(DATA PROVIDED)

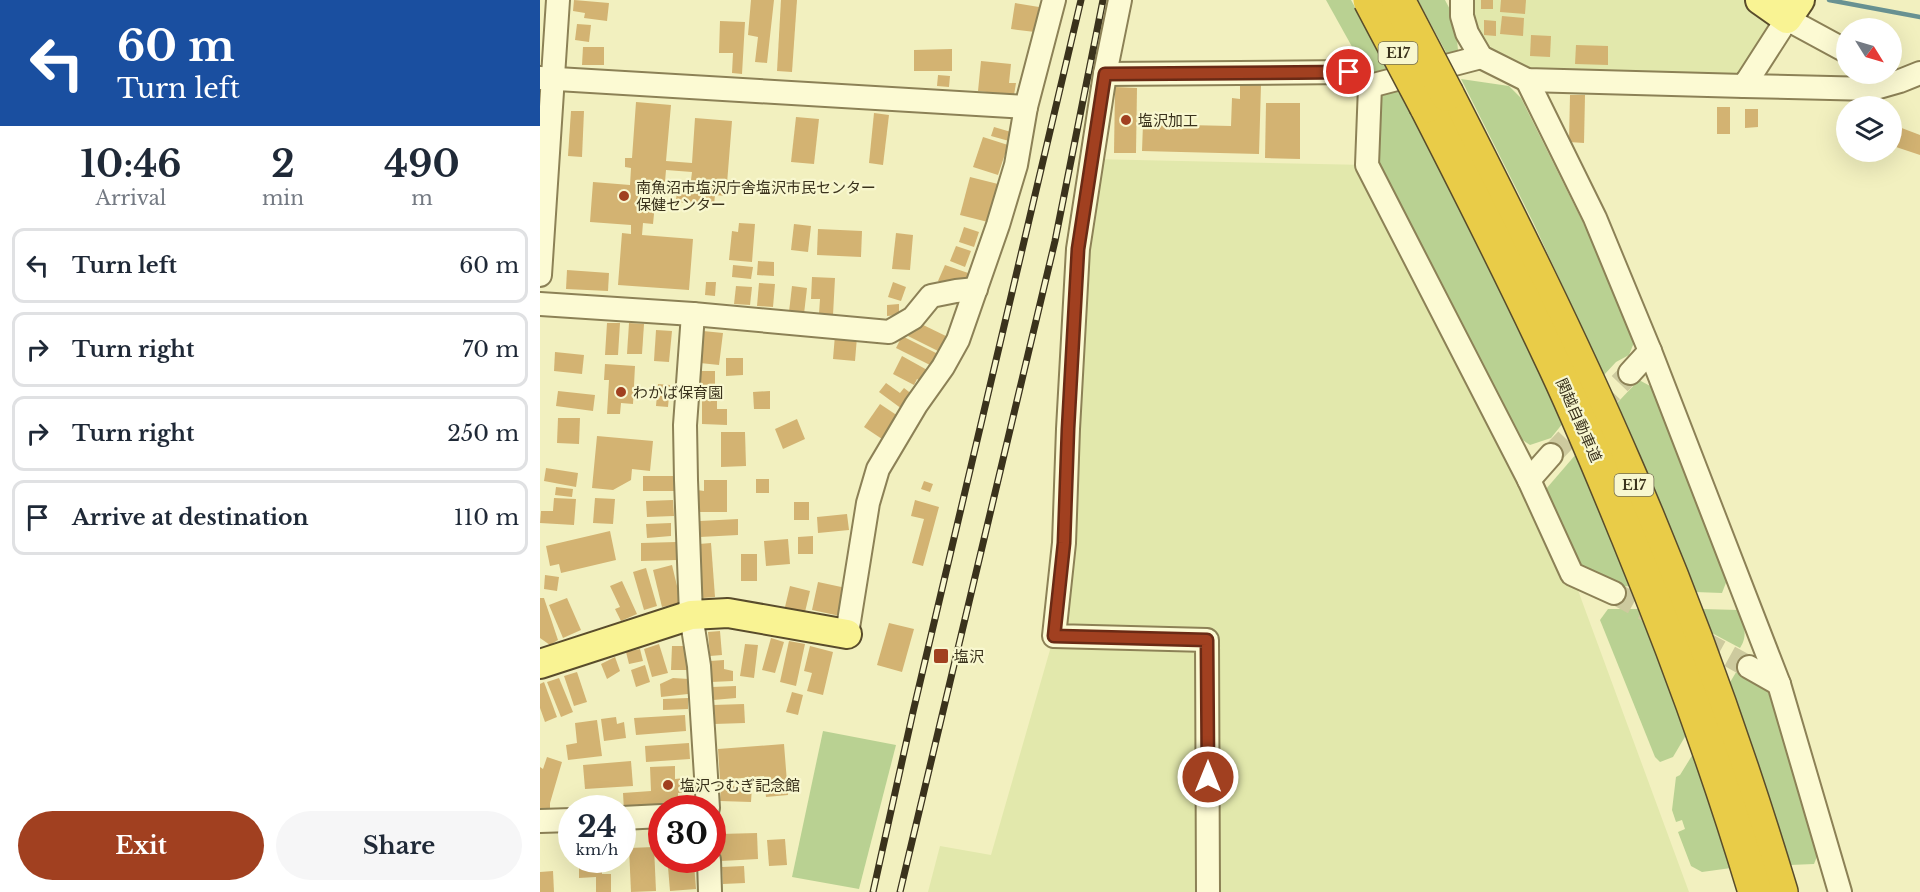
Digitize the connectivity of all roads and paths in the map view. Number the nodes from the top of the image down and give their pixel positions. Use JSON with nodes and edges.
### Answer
{"nodes":[{"id":1,"x":558,"y":0,"type":"edge"},
{"id":2,"x":1054,"y":0,"type":"edge"},
{"id":3,"x":1120,"y":0,"type":"edge"},
{"id":4,"x":1370,"y":0,"type":"edge"},
{"id":5,"x":1398,"y":0,"type":"edge"},
{"id":6,"x":1760,"y":0,"type":"edge"},
{"id":7,"x":1459,"y":5,"type":"edge"},
{"id":8,"x":1794,"y":9,"type":"edge"},
{"id":9,"x":1836,"y":43,"type":"edge"},
{"id":10,"x":1481,"y":57,"type":"junction"},
{"id":11,"x":1105,"y":74,"type":"junction"},
{"id":12,"x":1902,"y":76,"type":"edge"},
{"id":13,"x":546,"y":78,"type":"edge"},
{"id":14,"x":1527,"y":80,"type":"junction"},
{"id":15,"x":1884,"y":84,"type":"edge"},
{"id":16,"x":1744,"y":86,"type":"junction"},
{"id":17,"x":1370,"y":87,"type":"junction"},
{"id":18,"x":1920,"y":92,"type":"edge"},
{"id":19,"x":1437,"y":100,"type":"junction"},
{"id":20,"x":1026,"y":107,"type":"junction"},
{"id":21,"x":542,"y":206,"type":"edge"},
{"id":22,"x":540,"y":275,"type":"edge"},
{"id":23,"x":976,"y":289,"type":"junction"},
{"id":24,"x":540,"y":304,"type":"edge"},
{"id":25,"x":693,"y":314,"type":"junction"},
{"id":26,"x":1650,"y":351,"type":"junction"},
{"id":27,"x":1630,"y":373,"type":"tunnel mouth"},
{"id":28,"x":1551,"y":455,"type":"tunnel mouth"},
{"id":29,"x":1529,"y":480,"type":"junction"},
{"id":30,"x":1614,"y":592,"type":"tunnel mouth"},
{"id":31,"x":691,"y":615,"type":"junction"},
{"id":32,"x":847,"y":634,"type":"joint"},
{"id":33,"x":540,"y":664,"type":"edge"},
{"id":34,"x":1749,"y":667,"type":"tunnel mouth"},
{"id":35,"x":1779,"y":684,"type":"junction"},
{"id":36,"x":707,"y":795,"type":"edge"},
{"id":37,"x":558,"y":820,"type":"edge"},
{"id":38,"x":540,"y":821,"type":"edge"},
{"id":39,"x":709,"y":873,"type":"edge"},
{"id":40,"x":710,"y":892,"type":"edge"},
{"id":41,"x":1208,"y":892,"type":"edge"},
{"id":42,"x":1755,"y":892,"type":"edge"},
{"id":43,"x":1781,"y":892,"type":"edge"},
{"id":44,"x":1840,"y":892,"type":"edge"}],
"edges":[{"from":1,"to":13,"type":"street"},
{"from":2,"to":20,"type":"street"},
{"from":3,"to":11,"type":"street"},
{"from":4,"to":19,"type":"highway","name":"関越自動車道","number":"E17","bridge":true},
{"from":5,"to":19,"type":"highway","name":"関越自動車道","number":"E17","bridge":true},
{"from":6,"to":8,"type":"main road"},
{"from":7,"to":10,"type":"street"},
{"from":8,"to":9,"type":"street"},
{"from":8,"to":16,"type":"street"},
{"from":10,"to":14,"type":"street"},
{"from":10,"to":17,"type":"street"},
{"from":11,"to":17,"type":"street"},
{"from":11,"to":41,"type":"street"},
{"from":12,"to":18,"type":"street"},
{"from":13,"to":20,"type":"street"},
{"from":13,"to":21,"type":"street"},
{"from":14,"to":16,"type":"street"},
{"from":14,"to":26,"type":"street"},
{"from":15,"to":16,"type":"street"},
{"from":17,"to":29,"type":"street"},
{"from":19,"to":42,"type":"highway","name":"関越自動車道","number":"E17"},
{"from":19,"to":43,"type":"highway","name":"関越自動車道","number":"E17"},
{"from":20,"to":23,"type":"street"},
{"from":21,"to":22,"type":"street"},
{"from":23,"to":25,"type":"street"},
{"from":23,"to":32,"type":"street"},
{"from":24,"to":25,"type":"street"},
{"from":25,"to":31,"type":"street"},
{"from":26,"to":27,"type":"street"},
{"from":26,"to":35,"type":"street"},
{"from":28,"to":29,"type":"street"},
{"from":29,"to":30,"type":"street"},
{"from":31,"to":32,"type":"main road"},
{"from":31,"to":33,"type":"main road"},
{"from":31,"to":36,"type":"street"},
{"from":34,"to":35,"type":"street"},
{"from":35,"to":44,"type":"street"},
{"from":37,"to":38,"type":"street"},
{"from":39,"to":40,"type":"street"}]}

(End DATA PROVIDED)

(WHAT THE TASK ASKS): Each line above with the word "true" needs to be copied.

(WRITTEN REPLY):
{"from":4,"to":19,"type":"highway","name":"関越自動車道","number":"E17","bridge":true},
{"from":5,"to":19,"type":"highway","name":"関越自動車道","number":"E17","bridge":true},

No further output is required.